▽

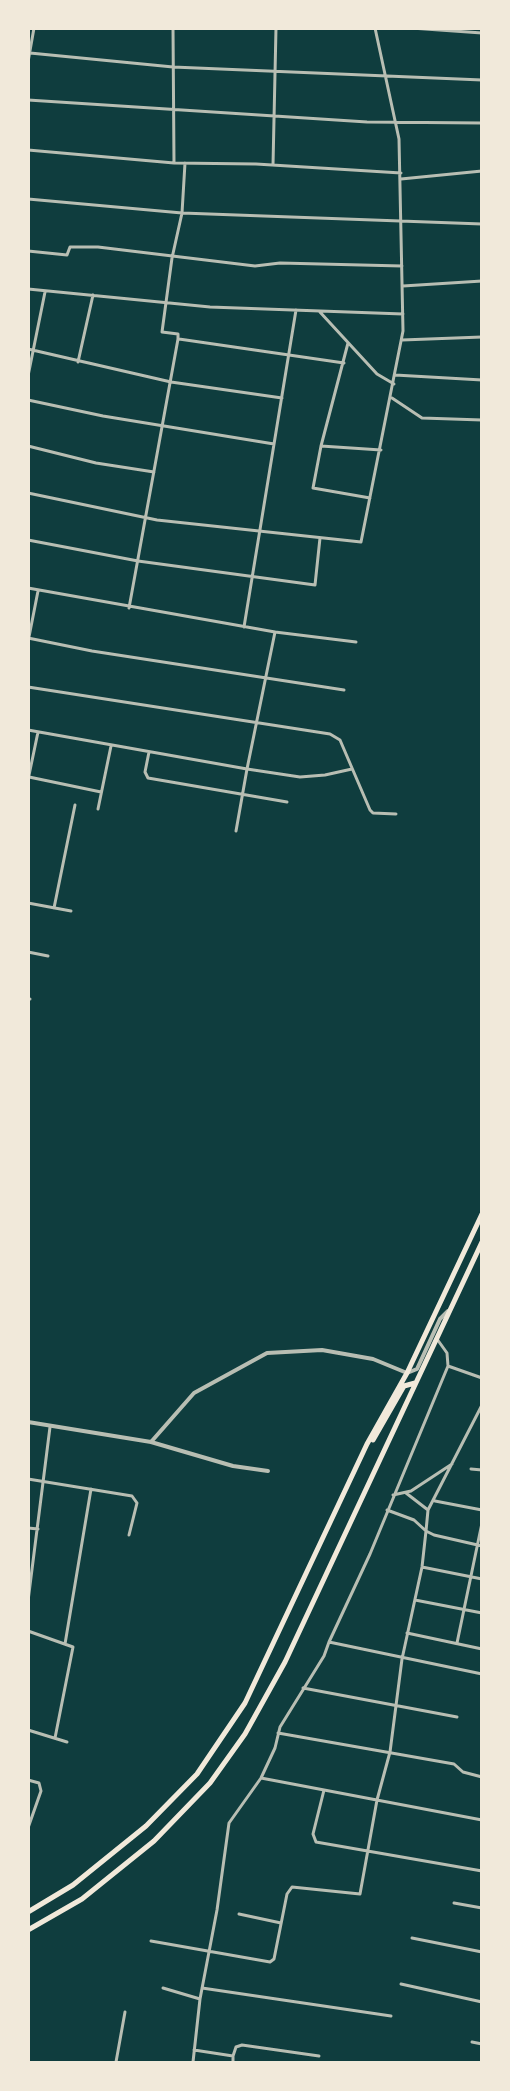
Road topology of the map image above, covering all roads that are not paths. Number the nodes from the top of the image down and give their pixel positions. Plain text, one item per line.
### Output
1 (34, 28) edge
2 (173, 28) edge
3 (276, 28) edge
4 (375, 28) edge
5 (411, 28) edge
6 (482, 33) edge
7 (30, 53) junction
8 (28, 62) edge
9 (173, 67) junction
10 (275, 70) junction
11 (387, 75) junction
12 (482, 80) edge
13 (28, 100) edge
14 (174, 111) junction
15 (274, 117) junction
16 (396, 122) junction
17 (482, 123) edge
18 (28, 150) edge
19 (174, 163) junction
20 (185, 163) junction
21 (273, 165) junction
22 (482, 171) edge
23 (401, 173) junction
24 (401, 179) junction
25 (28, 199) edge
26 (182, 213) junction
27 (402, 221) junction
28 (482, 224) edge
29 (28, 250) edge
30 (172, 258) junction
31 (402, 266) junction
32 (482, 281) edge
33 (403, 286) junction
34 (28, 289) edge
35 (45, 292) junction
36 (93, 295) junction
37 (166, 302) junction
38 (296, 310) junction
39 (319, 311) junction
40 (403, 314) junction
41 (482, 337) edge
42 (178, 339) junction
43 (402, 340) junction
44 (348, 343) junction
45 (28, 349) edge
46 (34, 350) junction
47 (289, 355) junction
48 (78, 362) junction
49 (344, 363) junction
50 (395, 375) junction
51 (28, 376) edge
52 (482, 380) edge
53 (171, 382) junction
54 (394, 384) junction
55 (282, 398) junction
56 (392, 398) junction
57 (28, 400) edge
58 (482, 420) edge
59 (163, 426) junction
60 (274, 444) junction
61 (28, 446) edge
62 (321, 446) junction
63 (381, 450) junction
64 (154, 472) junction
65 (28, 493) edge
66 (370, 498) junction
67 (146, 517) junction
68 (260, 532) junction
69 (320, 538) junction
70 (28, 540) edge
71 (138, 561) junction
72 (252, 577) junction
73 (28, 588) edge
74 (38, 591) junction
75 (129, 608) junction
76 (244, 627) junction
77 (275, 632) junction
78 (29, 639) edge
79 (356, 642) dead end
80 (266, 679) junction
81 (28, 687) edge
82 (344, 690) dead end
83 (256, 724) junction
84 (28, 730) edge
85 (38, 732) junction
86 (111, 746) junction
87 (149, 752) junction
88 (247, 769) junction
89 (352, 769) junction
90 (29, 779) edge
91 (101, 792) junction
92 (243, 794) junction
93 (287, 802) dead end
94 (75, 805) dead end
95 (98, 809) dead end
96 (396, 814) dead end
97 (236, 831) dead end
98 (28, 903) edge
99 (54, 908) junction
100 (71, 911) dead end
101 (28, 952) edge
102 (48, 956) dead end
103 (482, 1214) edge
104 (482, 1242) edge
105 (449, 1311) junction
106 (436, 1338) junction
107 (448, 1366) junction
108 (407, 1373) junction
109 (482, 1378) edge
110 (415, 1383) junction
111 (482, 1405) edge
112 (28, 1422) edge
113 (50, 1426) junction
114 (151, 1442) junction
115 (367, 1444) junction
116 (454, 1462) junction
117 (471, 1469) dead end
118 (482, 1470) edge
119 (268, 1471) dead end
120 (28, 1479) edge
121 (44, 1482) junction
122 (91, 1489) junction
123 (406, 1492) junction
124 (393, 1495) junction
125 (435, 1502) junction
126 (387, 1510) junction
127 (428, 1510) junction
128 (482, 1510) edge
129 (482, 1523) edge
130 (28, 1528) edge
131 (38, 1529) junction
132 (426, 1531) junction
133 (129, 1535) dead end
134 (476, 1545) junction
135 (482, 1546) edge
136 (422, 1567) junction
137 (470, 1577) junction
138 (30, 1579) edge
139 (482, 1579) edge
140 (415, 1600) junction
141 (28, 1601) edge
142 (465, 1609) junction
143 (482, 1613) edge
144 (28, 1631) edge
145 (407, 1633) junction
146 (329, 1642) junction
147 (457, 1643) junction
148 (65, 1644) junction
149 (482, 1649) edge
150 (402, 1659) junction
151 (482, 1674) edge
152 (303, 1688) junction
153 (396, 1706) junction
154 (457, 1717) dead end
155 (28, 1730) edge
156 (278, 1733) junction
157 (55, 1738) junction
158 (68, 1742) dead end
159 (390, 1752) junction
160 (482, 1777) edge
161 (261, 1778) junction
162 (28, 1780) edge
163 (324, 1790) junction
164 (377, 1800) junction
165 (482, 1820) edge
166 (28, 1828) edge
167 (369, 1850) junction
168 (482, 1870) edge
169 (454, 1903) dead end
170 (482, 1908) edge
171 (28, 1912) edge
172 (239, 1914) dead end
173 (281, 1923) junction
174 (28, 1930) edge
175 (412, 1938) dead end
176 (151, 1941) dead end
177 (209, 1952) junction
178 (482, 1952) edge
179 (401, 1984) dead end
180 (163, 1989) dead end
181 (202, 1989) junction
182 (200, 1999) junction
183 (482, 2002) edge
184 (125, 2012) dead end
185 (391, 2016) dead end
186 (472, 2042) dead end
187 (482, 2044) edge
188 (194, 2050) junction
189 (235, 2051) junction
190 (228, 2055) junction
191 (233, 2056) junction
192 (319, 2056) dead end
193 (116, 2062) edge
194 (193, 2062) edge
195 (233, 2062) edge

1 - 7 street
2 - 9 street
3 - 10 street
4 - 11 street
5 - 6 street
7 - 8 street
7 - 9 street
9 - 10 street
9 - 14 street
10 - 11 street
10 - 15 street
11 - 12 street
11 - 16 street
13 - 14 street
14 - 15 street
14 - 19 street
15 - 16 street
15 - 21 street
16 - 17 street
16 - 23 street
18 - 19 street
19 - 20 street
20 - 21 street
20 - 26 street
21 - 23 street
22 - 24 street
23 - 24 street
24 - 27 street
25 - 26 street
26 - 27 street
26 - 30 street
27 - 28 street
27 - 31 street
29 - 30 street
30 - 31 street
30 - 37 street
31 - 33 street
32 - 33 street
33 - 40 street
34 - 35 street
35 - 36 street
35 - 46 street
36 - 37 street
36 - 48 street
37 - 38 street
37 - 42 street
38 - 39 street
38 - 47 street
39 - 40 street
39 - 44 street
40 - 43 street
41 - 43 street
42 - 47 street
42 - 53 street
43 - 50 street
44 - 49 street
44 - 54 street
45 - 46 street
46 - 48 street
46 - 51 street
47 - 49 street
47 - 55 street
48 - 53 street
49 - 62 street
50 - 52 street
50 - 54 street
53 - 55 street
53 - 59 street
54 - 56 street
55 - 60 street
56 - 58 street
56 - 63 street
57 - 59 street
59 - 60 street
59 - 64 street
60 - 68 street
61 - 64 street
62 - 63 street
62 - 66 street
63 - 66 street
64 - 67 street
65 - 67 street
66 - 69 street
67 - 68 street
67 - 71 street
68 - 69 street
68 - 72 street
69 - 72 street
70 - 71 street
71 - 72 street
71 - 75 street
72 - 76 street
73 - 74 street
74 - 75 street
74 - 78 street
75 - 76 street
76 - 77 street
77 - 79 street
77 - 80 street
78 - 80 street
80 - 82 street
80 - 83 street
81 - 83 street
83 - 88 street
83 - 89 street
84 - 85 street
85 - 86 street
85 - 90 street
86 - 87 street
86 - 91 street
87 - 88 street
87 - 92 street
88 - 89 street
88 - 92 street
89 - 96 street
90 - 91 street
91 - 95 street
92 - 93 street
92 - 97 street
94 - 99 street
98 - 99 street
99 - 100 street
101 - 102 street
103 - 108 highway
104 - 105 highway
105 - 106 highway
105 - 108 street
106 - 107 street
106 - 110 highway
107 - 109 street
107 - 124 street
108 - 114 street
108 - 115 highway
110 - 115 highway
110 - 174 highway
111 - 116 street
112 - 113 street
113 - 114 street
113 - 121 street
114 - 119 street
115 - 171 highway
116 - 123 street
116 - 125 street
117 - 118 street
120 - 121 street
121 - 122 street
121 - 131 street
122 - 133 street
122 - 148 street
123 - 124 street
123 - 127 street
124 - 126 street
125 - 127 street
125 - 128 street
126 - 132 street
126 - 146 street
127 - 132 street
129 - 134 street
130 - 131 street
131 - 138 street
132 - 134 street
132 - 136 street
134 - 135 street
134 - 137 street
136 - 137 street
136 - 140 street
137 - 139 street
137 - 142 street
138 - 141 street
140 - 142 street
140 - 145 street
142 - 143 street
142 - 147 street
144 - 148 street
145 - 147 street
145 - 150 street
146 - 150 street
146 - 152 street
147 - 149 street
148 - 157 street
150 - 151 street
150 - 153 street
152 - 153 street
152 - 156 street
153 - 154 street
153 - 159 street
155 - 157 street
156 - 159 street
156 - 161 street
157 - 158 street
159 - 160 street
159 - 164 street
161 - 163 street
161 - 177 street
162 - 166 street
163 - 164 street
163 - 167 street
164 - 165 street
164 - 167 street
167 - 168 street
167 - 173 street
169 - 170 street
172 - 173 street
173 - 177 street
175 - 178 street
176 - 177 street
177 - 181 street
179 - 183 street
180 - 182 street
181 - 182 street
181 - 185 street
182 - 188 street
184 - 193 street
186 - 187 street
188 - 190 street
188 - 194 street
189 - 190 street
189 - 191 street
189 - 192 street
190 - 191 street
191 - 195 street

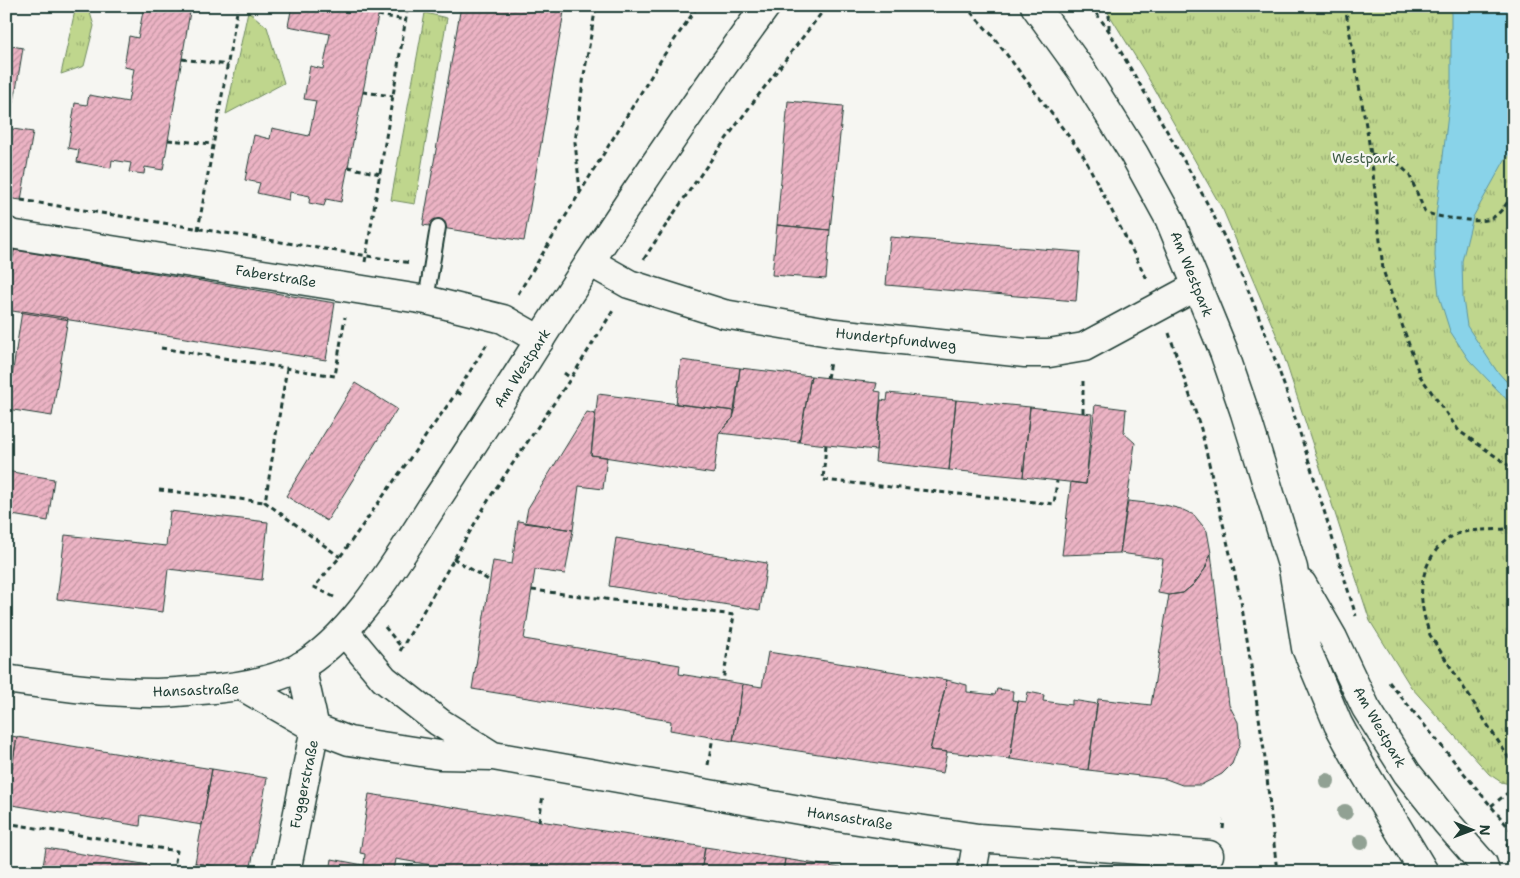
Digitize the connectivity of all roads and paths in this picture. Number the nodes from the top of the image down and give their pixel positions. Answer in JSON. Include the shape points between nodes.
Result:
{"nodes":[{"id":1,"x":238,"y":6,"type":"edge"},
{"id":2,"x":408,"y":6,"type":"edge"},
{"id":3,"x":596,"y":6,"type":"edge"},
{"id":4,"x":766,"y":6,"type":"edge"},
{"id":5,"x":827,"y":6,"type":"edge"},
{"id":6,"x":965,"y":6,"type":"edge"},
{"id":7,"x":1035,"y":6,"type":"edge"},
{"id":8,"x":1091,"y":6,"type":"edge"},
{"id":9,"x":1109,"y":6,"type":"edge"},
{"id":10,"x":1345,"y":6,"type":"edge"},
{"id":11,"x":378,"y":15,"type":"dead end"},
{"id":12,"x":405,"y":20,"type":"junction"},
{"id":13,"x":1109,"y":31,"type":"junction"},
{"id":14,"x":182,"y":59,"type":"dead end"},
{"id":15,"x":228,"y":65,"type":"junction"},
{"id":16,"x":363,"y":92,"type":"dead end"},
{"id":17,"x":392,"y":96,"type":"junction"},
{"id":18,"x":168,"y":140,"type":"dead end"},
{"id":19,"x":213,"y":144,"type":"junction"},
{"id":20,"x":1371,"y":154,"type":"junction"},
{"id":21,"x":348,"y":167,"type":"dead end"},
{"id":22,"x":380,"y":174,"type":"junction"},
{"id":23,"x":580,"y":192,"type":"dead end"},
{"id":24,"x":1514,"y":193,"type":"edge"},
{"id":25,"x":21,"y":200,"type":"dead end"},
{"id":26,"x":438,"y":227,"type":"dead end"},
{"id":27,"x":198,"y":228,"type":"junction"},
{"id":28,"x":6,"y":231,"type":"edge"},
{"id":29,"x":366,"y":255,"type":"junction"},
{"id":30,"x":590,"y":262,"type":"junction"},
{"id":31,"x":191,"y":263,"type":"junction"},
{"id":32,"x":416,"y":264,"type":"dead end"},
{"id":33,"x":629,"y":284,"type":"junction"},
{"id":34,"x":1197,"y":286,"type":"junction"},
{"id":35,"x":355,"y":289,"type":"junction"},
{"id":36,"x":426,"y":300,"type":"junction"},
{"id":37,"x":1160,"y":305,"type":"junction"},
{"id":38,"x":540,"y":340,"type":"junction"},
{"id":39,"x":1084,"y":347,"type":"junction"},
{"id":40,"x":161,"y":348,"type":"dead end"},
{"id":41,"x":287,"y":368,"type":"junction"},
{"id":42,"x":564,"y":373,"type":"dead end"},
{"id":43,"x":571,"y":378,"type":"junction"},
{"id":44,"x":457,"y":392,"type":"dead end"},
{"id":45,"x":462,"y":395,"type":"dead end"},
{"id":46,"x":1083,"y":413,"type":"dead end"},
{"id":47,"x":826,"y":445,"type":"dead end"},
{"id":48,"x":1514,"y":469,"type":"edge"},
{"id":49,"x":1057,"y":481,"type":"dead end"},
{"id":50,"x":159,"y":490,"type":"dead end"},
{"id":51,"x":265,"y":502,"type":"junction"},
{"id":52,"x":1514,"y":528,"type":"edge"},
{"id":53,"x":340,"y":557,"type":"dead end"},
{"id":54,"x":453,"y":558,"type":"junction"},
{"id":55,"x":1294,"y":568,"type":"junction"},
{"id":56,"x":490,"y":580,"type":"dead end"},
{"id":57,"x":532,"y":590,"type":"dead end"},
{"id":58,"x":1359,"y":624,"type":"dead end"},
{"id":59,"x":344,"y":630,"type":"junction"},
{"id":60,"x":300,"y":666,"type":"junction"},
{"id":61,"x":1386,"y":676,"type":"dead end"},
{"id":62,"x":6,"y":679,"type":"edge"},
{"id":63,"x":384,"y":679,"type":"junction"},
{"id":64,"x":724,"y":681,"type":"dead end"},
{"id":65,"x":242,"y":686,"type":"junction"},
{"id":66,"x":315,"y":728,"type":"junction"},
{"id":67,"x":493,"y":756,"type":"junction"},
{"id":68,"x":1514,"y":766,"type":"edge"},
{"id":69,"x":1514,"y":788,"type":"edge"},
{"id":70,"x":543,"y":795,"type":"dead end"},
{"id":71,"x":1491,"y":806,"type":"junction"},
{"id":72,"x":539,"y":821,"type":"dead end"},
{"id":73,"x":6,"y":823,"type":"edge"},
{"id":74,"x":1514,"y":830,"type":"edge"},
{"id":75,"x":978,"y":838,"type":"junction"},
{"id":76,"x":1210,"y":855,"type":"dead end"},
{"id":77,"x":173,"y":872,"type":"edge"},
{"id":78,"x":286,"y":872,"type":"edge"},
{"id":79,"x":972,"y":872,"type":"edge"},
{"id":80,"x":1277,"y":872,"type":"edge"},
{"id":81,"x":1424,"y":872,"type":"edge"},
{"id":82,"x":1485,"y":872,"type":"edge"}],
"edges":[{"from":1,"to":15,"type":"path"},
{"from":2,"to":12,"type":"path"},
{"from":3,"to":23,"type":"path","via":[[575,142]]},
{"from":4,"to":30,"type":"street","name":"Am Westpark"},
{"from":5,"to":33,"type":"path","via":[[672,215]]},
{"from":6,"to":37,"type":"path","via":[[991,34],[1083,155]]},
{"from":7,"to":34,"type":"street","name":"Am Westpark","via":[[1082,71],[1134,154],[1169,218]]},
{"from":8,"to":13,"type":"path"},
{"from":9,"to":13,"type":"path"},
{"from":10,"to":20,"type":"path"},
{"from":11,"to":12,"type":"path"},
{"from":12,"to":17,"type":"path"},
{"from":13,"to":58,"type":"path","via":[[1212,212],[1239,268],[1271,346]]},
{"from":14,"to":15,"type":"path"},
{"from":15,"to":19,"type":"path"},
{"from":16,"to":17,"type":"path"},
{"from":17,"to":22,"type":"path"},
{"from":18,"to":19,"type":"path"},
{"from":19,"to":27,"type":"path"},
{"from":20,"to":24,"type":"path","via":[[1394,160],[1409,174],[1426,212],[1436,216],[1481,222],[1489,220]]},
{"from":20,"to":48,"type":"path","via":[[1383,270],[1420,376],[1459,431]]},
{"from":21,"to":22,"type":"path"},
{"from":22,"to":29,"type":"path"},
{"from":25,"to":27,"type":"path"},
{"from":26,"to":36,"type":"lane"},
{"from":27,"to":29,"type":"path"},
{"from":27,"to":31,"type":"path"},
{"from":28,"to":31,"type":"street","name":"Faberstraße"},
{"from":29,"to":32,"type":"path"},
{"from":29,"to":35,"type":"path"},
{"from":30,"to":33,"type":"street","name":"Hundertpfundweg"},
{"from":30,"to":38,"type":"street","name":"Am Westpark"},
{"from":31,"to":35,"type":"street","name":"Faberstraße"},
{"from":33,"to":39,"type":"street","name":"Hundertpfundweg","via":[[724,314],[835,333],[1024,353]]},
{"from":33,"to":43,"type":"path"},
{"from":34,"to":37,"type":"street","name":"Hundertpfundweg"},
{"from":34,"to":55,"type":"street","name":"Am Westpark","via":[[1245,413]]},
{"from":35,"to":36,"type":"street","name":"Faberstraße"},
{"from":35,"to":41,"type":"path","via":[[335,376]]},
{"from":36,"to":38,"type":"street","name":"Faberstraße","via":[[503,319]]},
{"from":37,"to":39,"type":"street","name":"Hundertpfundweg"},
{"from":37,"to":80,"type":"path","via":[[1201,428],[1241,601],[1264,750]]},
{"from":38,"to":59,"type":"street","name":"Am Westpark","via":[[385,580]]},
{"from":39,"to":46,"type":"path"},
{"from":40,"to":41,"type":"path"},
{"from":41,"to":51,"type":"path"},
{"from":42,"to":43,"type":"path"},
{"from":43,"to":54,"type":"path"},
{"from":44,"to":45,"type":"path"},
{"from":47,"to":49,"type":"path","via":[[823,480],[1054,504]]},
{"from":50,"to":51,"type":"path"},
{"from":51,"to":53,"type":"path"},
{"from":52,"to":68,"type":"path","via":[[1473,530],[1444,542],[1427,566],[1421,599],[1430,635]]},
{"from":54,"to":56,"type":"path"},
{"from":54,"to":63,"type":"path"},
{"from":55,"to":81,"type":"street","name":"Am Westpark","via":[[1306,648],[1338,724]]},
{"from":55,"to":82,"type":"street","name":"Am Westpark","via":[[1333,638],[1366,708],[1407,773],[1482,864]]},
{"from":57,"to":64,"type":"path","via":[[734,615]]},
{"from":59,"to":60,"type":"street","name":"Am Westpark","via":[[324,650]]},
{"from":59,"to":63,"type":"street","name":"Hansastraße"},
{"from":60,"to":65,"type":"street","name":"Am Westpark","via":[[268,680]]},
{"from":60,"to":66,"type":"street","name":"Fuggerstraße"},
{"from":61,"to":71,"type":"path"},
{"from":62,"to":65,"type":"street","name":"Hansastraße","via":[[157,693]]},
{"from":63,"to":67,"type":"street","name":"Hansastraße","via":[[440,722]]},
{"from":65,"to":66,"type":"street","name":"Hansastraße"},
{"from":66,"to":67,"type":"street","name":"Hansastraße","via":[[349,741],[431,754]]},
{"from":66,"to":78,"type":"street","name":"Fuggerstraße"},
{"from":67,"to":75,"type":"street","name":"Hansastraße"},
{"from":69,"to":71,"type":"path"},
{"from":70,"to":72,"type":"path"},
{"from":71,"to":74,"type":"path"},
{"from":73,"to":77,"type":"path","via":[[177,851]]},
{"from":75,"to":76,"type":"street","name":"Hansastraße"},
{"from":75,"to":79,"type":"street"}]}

△

> **Aim of the exercise**:
Lines holding "Faberstraße": give how many there are in the entries above, and nothing more.

> **Response**:
4